Lettara per una amica.

E' pomeriggio. L'aria sporca, calda e umida, torrida, grava sulle nostre mucose e sui nostri polmoni e come un consunto fluido abrasivo. Ci avvolge un velo di sudore matido che non ci lascia traspirare la pelle, quasi fosse olio tiepido o sostanza plastica. I panni s'attaccano alla pelle, appicicaticcia e acre, odorosa di farmaco, e il respiro tende al rantolo più che al liberatorio atto apportatore di fresca energia vitale. Gli arti tremano come foglie, o sciami di insetti colpiti da gas nervini. Su di noi transita veloce un cielo oceanico plumbeo e livido, violaceo e tempestoso. Foriero di fulmini e tuoni ma non di pioggia. Questo cielo pare l'ultimo memento alla stupidità umana.
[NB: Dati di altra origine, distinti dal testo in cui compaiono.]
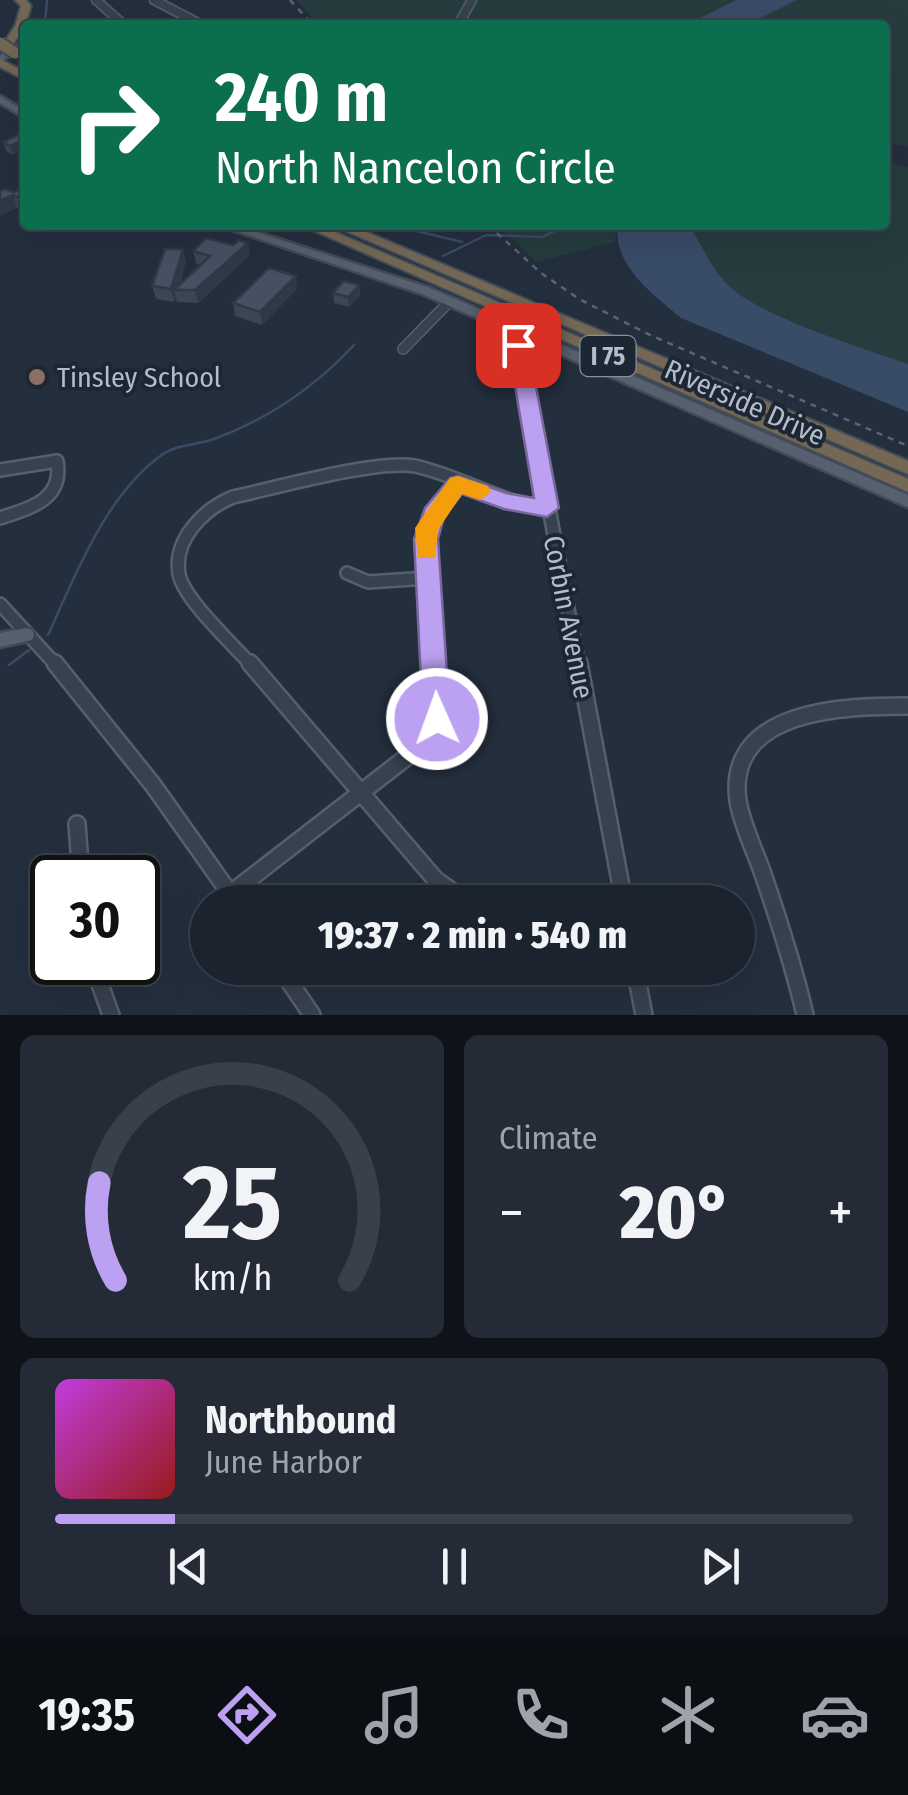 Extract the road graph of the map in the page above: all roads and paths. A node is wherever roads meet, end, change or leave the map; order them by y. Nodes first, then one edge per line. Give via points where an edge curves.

Gli operatori ci fanno dormire al massimo dell'umanamente possibile: 14 ore al giorno, il 58% delle nostre vite, Farci dormire tutti 14 ore esatte, per 2, 3, 5 o 10 anni filati, è una calibrata opera di ingegneria biomedica. Mi chiedo quale impatto sulla nostra fisiologia, sulla nostra salute e sulla nostra psiche, avrà questo invasivo intervento narcolettico. Immagino gravi pesantemente anche sull'indice di massa corporea e sul muscolo cardiaco. Il suo effetto sul mio umore è devastante: mi sento avvizzire il cuore.

Nel sonno che mi hanno fatto fare questo pomeriggio, credo di aver avuto degli incubi, anche se non ricordo cosa. Credo fosse qualcosa legato alla malattia, alla povertà o alla solitutudine. Forse tutto questo assieme. Faccio fatica a liberarmi dalla malia del sonno chimico di oggi, turbato nel profondo dall'incerto contingente e dall'ancora più profondamente aleatorio futuro.